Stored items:
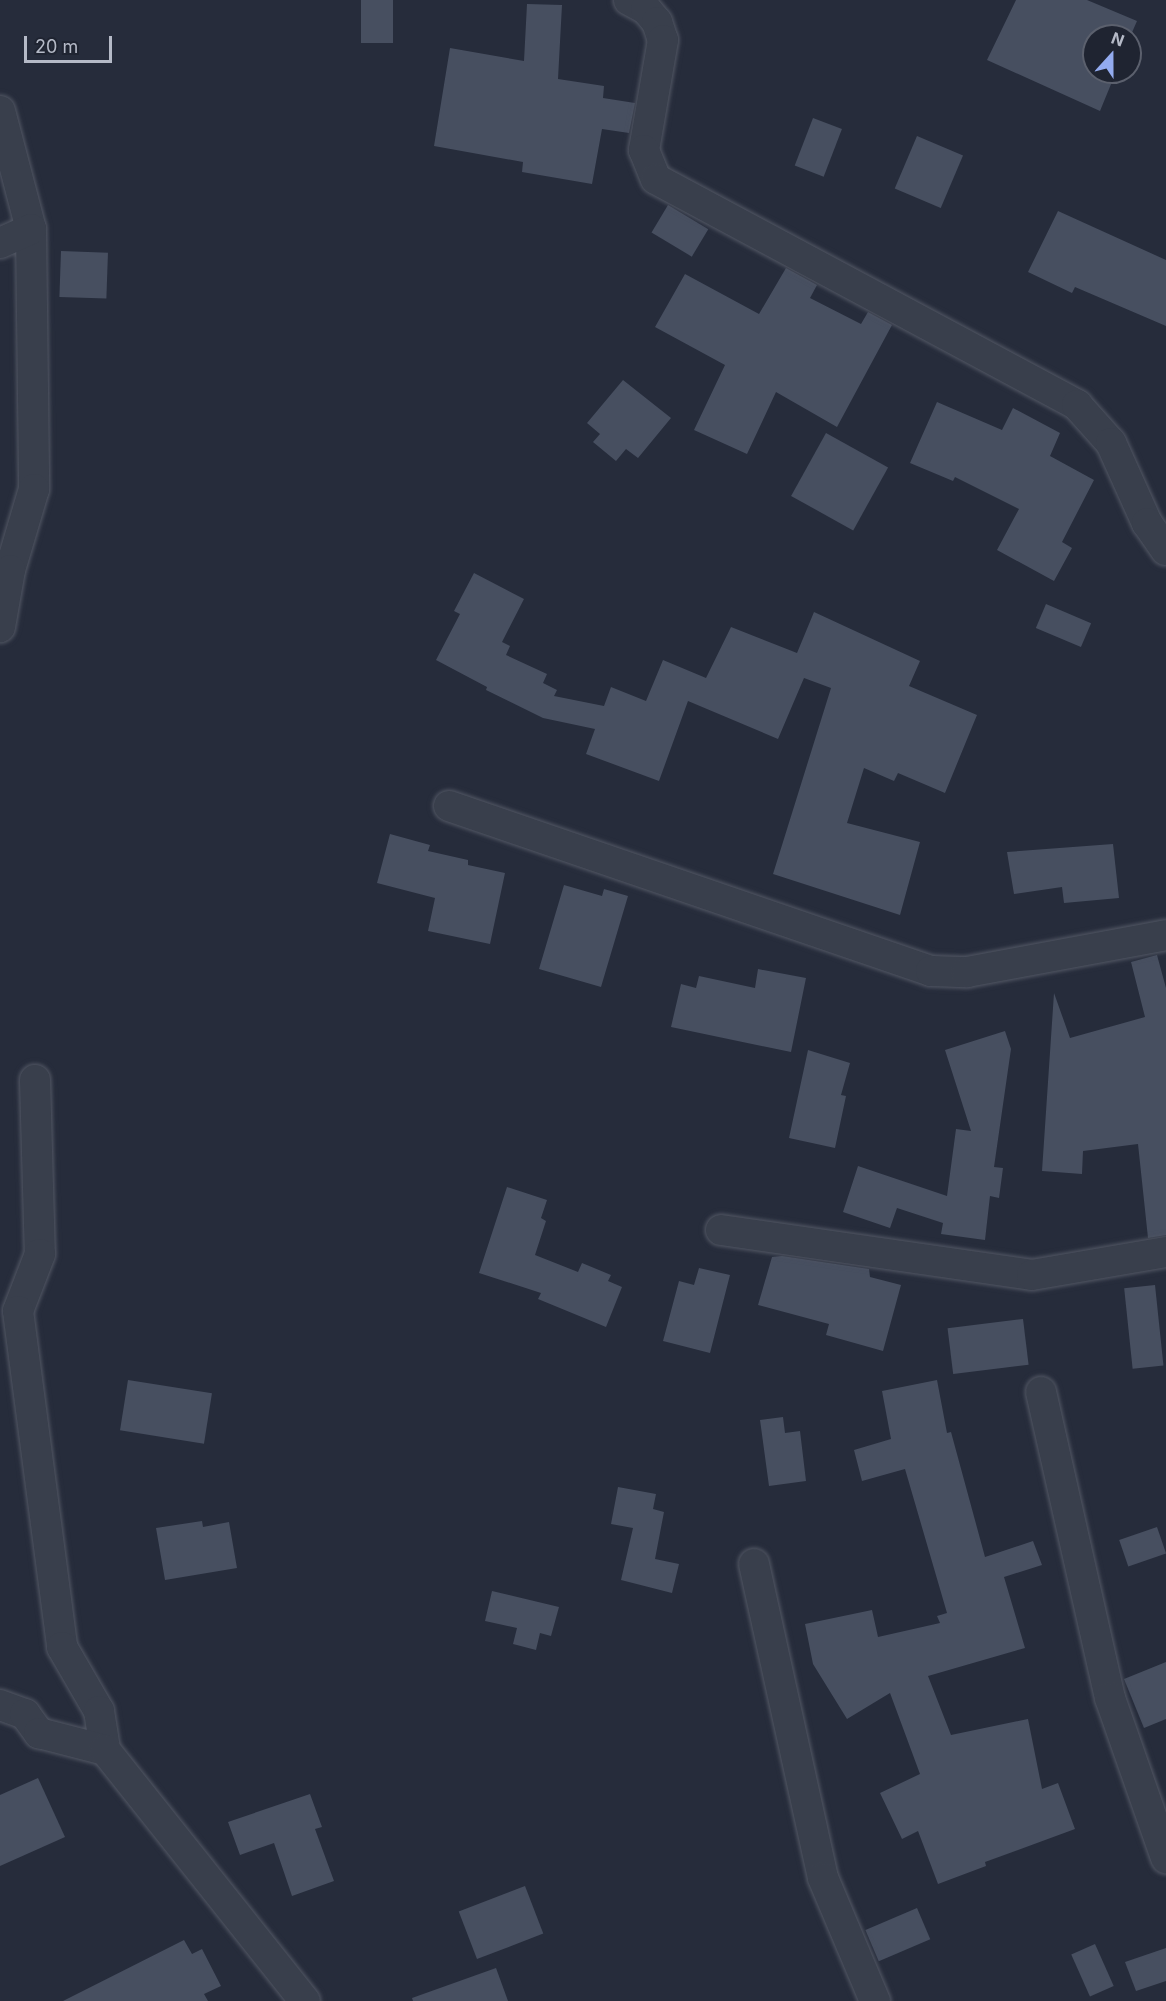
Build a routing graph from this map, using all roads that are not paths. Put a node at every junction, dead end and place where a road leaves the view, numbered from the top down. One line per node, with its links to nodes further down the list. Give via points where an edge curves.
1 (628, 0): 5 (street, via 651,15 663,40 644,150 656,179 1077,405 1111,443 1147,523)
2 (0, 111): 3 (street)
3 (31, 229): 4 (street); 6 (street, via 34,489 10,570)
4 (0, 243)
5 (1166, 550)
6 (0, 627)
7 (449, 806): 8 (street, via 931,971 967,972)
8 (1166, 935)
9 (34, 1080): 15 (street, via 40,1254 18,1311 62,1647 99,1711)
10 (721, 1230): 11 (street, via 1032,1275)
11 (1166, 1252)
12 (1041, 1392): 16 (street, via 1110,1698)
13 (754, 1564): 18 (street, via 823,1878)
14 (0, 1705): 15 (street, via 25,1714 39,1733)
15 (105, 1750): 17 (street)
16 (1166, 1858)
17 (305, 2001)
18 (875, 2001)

> Exercise brief
Your copy should hold every record word for word and none of the pictures.

> Written answer
Build a routing graph from this map, using all roads that are not paths. Put a node at every junction, dead end and place where a road leaves the view, numbered from the top down. One line per node, with its links to nodes further down the list. Give via points where an edge curves.
1 (628, 0): 5 (street, via 651,15 663,40 644,150 656,179 1077,405 1111,443 1147,523)
2 (0, 111): 3 (street)
3 (31, 229): 4 (street); 6 (street, via 34,489 10,570)
4 (0, 243)
5 (1166, 550)
6 (0, 627)
7 (449, 806): 8 (street, via 931,971 967,972)
8 (1166, 935)
9 (34, 1080): 15 (street, via 40,1254 18,1311 62,1647 99,1711)
10 (721, 1230): 11 (street, via 1032,1275)
11 (1166, 1252)
12 (1041, 1392): 16 (street, via 1110,1698)
13 (754, 1564): 18 (street, via 823,1878)
14 (0, 1705): 15 (street, via 25,1714 39,1733)
15 (105, 1750): 17 (street)
16 (1166, 1858)
17 (305, 2001)
18 (875, 2001)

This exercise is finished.